Work to be completed » Scan each line of the records for the word "Piúma" and extract the ones that have it.

Collected data entries
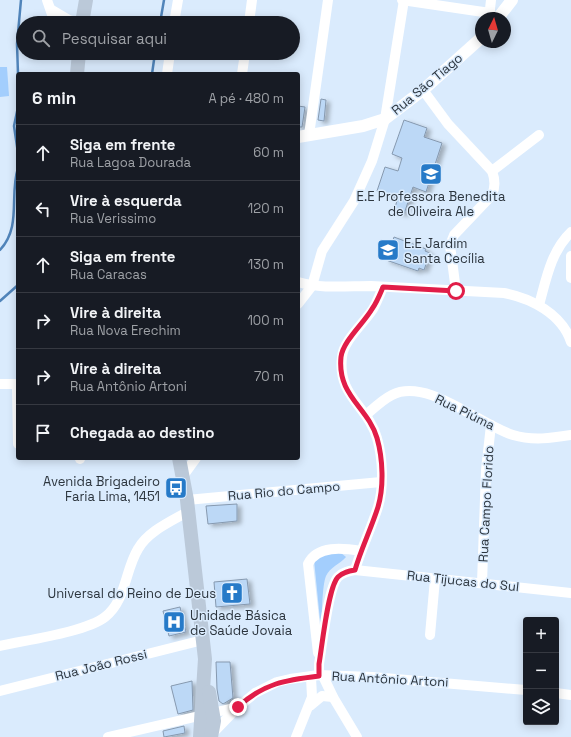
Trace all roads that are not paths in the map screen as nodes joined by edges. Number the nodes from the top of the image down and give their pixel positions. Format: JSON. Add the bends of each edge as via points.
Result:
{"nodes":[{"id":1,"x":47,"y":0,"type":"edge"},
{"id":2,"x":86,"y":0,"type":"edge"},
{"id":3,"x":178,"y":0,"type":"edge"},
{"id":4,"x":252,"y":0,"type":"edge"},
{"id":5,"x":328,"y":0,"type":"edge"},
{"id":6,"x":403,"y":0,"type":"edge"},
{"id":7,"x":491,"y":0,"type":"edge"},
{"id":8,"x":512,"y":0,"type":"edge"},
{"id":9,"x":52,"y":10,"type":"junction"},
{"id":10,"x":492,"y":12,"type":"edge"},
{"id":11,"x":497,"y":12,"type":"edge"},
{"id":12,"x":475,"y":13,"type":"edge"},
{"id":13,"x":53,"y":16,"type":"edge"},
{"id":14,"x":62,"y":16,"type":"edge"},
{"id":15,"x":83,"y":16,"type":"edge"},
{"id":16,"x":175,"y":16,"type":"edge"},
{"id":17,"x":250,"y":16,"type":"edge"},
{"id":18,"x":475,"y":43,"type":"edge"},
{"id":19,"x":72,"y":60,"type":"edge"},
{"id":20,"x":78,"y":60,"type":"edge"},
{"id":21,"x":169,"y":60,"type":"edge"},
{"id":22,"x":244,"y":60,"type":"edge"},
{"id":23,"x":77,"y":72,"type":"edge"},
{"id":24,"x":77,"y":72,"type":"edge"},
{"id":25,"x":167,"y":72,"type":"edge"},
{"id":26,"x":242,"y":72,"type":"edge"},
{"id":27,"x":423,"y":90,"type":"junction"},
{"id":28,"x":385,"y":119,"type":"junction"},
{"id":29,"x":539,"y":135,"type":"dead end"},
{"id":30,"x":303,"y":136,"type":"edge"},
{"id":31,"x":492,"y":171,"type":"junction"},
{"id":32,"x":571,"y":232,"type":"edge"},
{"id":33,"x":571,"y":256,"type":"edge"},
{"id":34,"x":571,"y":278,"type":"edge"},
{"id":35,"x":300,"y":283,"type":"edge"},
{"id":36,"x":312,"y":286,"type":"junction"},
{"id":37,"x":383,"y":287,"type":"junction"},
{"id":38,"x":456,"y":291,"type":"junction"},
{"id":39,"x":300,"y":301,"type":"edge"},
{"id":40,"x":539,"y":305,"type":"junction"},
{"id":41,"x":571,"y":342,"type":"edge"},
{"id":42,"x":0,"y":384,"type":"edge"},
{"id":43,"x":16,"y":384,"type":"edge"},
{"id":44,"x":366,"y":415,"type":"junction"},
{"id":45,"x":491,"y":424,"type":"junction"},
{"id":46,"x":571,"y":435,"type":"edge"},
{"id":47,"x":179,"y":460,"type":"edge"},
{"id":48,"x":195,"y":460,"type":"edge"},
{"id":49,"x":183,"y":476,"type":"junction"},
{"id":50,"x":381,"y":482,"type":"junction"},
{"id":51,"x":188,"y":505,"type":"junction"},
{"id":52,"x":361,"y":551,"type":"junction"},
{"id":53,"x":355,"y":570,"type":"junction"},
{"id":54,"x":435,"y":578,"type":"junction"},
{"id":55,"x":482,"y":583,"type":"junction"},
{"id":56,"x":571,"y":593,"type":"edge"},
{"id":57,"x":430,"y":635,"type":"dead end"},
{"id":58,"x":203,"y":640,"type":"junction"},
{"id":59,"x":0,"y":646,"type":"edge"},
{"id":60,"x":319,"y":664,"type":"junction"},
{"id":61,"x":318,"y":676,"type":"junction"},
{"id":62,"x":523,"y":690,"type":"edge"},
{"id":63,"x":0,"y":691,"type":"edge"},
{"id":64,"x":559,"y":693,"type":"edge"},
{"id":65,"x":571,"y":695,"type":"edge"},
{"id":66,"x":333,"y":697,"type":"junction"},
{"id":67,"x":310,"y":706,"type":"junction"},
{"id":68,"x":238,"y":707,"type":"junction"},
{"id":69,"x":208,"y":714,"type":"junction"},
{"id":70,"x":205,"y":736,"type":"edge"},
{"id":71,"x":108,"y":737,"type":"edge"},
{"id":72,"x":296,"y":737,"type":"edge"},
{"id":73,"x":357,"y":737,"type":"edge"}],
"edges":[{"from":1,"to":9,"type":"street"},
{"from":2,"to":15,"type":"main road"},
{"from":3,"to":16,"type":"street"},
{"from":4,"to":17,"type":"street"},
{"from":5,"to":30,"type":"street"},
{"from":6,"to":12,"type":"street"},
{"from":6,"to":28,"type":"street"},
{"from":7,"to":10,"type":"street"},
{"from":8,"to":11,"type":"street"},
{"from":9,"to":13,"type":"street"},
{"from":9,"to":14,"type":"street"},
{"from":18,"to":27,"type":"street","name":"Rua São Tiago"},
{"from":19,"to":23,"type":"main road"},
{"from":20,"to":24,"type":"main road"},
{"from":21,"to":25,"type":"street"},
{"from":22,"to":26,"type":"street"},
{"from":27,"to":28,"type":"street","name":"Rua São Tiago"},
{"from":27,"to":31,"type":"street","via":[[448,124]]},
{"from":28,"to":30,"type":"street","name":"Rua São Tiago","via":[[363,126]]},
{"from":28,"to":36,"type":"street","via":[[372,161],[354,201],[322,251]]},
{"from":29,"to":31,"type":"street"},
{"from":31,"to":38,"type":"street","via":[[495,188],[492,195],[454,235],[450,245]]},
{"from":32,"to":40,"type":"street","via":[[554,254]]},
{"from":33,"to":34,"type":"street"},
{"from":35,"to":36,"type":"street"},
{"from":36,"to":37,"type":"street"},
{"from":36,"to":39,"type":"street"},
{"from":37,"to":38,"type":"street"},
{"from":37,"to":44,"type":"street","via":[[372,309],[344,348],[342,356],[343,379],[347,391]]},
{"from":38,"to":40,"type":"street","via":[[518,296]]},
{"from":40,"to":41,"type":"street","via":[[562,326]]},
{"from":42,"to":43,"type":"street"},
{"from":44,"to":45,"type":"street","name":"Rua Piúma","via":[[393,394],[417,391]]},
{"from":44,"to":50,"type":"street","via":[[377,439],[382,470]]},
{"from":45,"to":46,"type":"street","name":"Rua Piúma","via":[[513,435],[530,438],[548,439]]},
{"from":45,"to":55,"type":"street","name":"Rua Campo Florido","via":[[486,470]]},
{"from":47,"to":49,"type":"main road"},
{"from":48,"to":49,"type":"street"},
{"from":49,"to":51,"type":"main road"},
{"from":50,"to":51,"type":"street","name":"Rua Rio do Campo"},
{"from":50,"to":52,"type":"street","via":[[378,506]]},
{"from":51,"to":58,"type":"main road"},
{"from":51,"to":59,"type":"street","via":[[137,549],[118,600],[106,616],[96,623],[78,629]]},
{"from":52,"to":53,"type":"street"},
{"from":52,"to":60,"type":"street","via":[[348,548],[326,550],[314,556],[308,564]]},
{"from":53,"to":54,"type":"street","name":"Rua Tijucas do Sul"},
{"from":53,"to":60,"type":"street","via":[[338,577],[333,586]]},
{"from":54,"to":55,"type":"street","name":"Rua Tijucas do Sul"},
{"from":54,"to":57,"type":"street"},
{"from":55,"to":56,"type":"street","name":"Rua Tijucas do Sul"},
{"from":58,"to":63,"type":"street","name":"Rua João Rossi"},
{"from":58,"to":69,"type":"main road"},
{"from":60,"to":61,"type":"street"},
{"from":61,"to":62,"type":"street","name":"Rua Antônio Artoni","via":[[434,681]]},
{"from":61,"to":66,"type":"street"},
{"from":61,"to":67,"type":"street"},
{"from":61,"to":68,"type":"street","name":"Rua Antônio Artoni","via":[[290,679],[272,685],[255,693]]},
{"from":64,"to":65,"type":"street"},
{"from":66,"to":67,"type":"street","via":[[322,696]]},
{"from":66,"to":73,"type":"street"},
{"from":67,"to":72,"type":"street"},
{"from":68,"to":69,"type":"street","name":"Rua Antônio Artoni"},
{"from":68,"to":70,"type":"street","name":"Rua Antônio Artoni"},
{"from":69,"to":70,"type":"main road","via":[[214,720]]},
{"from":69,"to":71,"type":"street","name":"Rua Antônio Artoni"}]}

Task response »
{"from":44,"to":45,"type":"street","name":"Rua Piúma","via":[[393,394],[417,391]]},
{"from":45,"to":46,"type":"street","name":"Rua Piúma","via":[[513,435],[530,438],[548,439]]},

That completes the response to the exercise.